Entre a não ficção e a ficção, a construção de uma identidade de mulher em Jogo de cena (2007), de Eduardo Coutinho

Jogo de cena é o melhor documentarista do país jogando dialeticamente entre ficção e não ficção, construindo uma identidade de mulher[1]. O longa é composto só por mulheres, dirigido por um homem, que traz histórias reais ou inventadas contadas por atrizes e por mulheres comuns. ‘Comuns’ pode soar pejorativo, mas o utilizo para distinguir das mulheres famosas, já que isso tem implicação no decorrer do documentário.
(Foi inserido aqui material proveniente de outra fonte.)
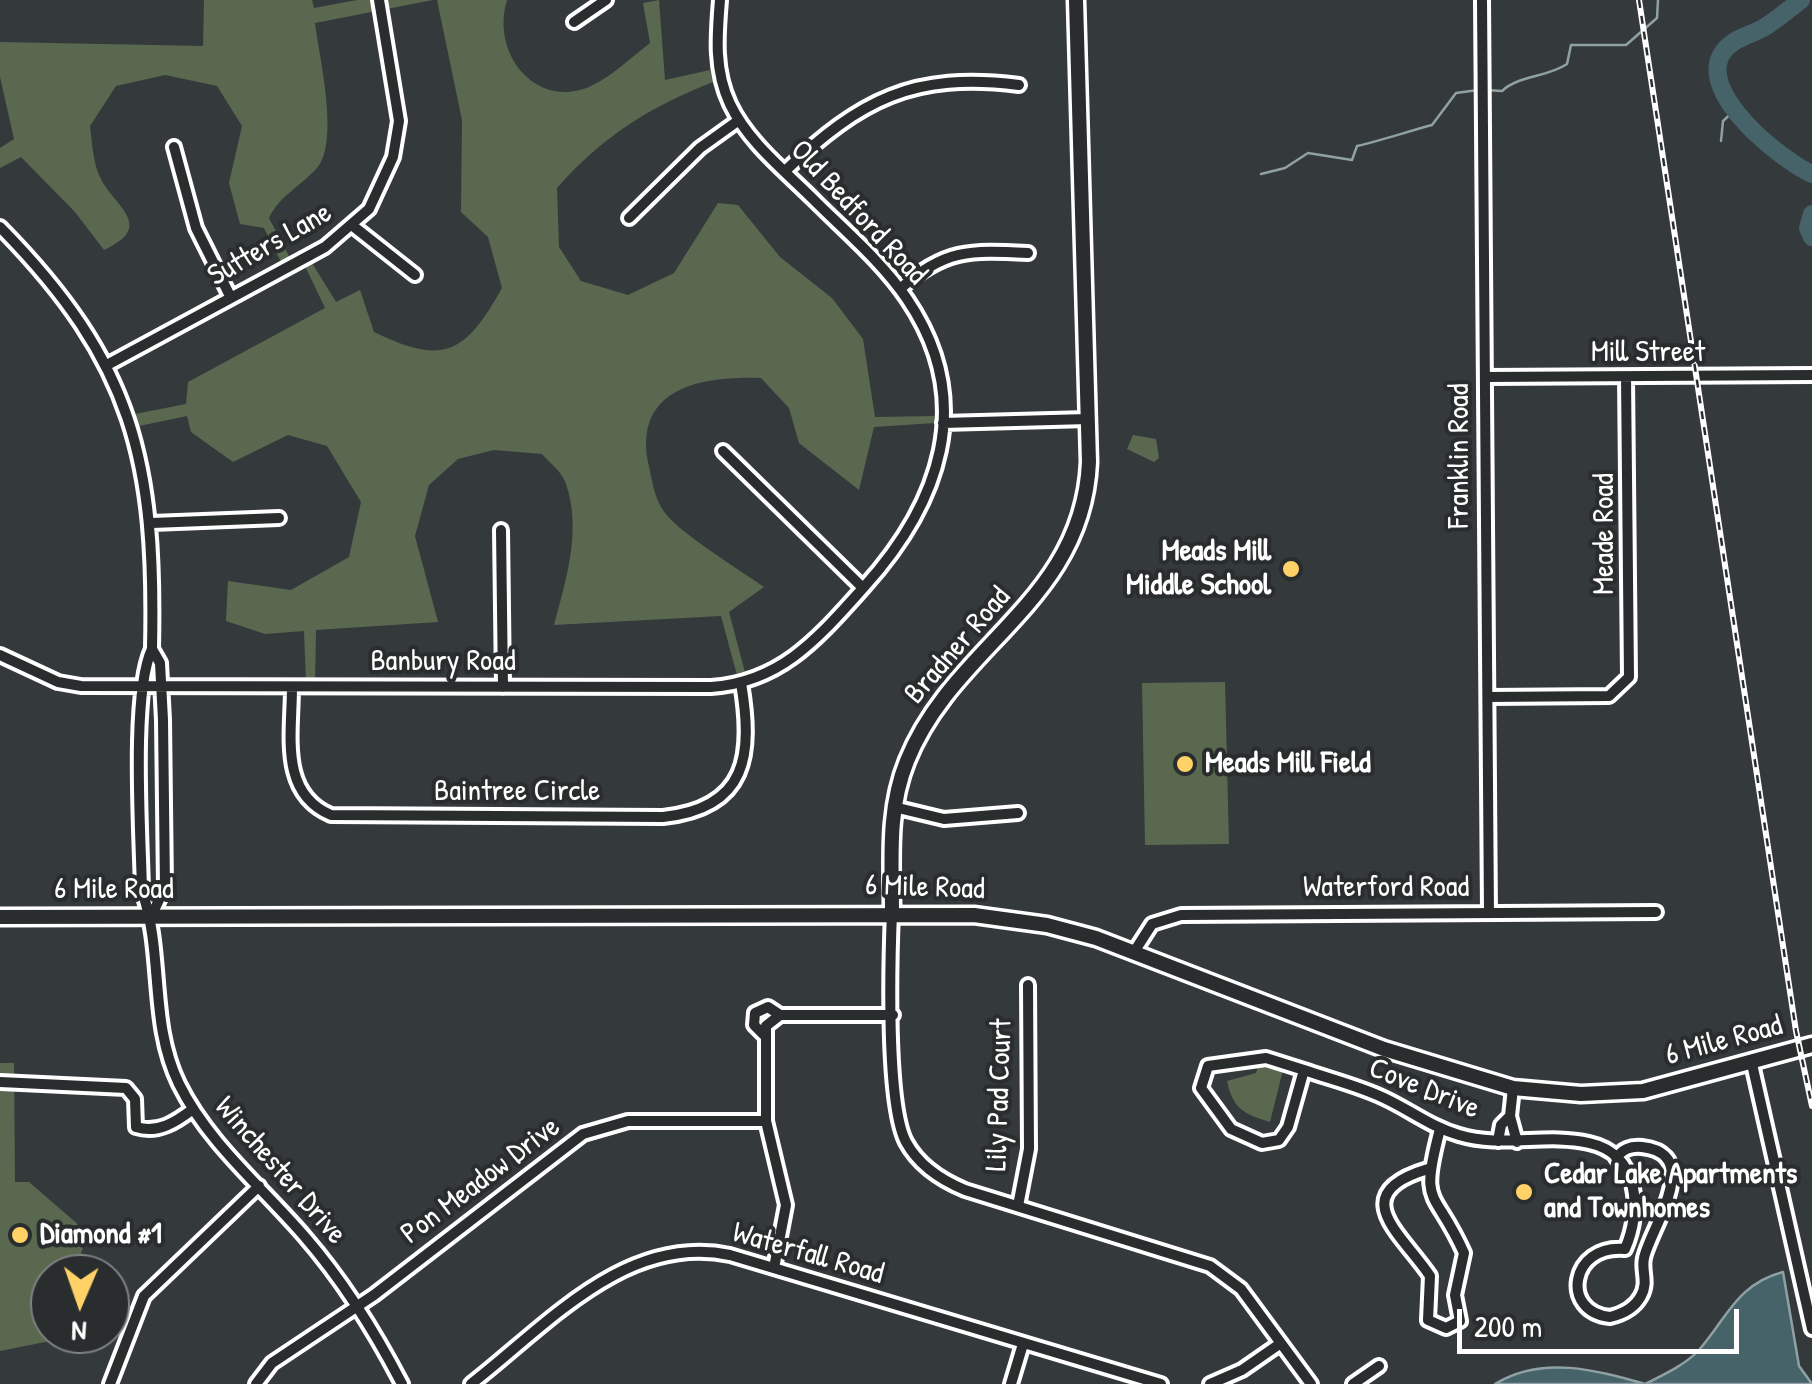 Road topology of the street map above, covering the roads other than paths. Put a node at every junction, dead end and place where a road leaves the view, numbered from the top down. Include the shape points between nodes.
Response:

De primeira vemos uma mulher desconhecida contando uma história. Dando continuidade à cena, Andréa Beltrão, que prontamente reconhecemos como atriz, interpreta o texto anterior, seguindo de onde a mulher havia sido interrompida pelo corte da montagem. Isso causa uma estranheza e chama atenção para uma coisa: o que estamos vendo é um filme, ficção, não a vida real[2]. Embora muito se fale no documentário como a filmagem do real, da verdade (de maneira equivocada, já que o documentário, tanto quanto a História, por exemplo, são narrativas construídas, discursos vencedores, pontos de vista), Coutinho costumava dizer que seus filmes mostram a verdade da filmagem.

O filme seguirá dessa maneira, sempre suscitando dúvidas e causando embaraço no/a telespectador/a cada vez que descobrimos ser uma atriz, logo uma atuação, e não a sempre esperada vida real. E esse embaraço em específico é causado porque Coutinho, de maneira inteligente, utiliza não só atrizes famosas, mas também amadoras e iniciantes. Mais de uma vez o relato é construído até o fim e então a revelação ao final derruba o castelo de cartas edificado com tanto cuidado. Isso cria uma sensação incomoda de que nossa vista está sempre turva, tapada pelo véu invisível da representação. (Ou, como disse Schwarz em relação a Estorvo: uma visão opaca pelos logotipos.)[3]

Ao opor sistematicamente mulheres famosas e bem sucedidas a mulheres comuns e atrizes desconhecidas, Coutinho aborda um tema espinhoso (por ser homem): a construção do ser mulher; a responsabilidade de ser bem sucedida em contraste com a vida suada da maioria das mulheres, que trabalham muito, ganham pouco, criam filhos sozinhas e são vítimas de assédio. Nesse último ponto, a comparação às famosas se aproxima, mas sempre com ressalvas ao se fazer o recorte de classe.

Não seguirei aqui pela mesma razão que disse ser espinhoso para o diretor. Levando o princípio do filme para uma instância mais ampla, Coutinho fala sobre a dificuldade de sermos nós mesmos enquanto há uma identidade moldável disponível a todo instante na tevê, sob a figura reificada dos artistas famosos. É de interesse do capitalismo a uniformidade. A mercadoria não apresenta contradições nem diferenças. Essas são mínimas para pensarmos que se trata de objetos diferentes quando na verdade é tudo a mesma coisa.

É um debate longo e apresentei só algumas coisas para fomentá-lo. Jogo de cena é incrível, de uma capacidade de síntese extraordinária. 2007, capitalismo pré-crise, depois tudo iria piorar. Coutinho condensa muitas coisas a um objeto estético de primeiríssimo nível. Se trata de como atuar, mas principalmente de como viver.

Rodrigo Mendes

 

[1] Ao ver o filme lembrei de um poema da grande Ana Martins Marques, que também parte da ideia de construir uma identidade de mulher em meio a tensões condicionadas pela sociedade patriarcal (apesar do hermetismo):

entre a casa
e o acaso

entre a jura
e os jogos

entre a volta
e as voltas

a morada
e o amor

penélopes
e circes

entre a ilha
e o ir-se

(MARQUES, A. M. Da arte das armadilhas. São Paulo: Cia. das Letras, 2011.)

[2] Falo da construção narrativa que por si só é antagônica à realidade empírica. Tentarei argumentar que sim, Coutinho tensiona a vida real, mas dentro da narrativa criada ficcionalmente.

[3] SCHWARZ, Roberto. “Um romance de Chico Buarque” in Sequências brasileiras.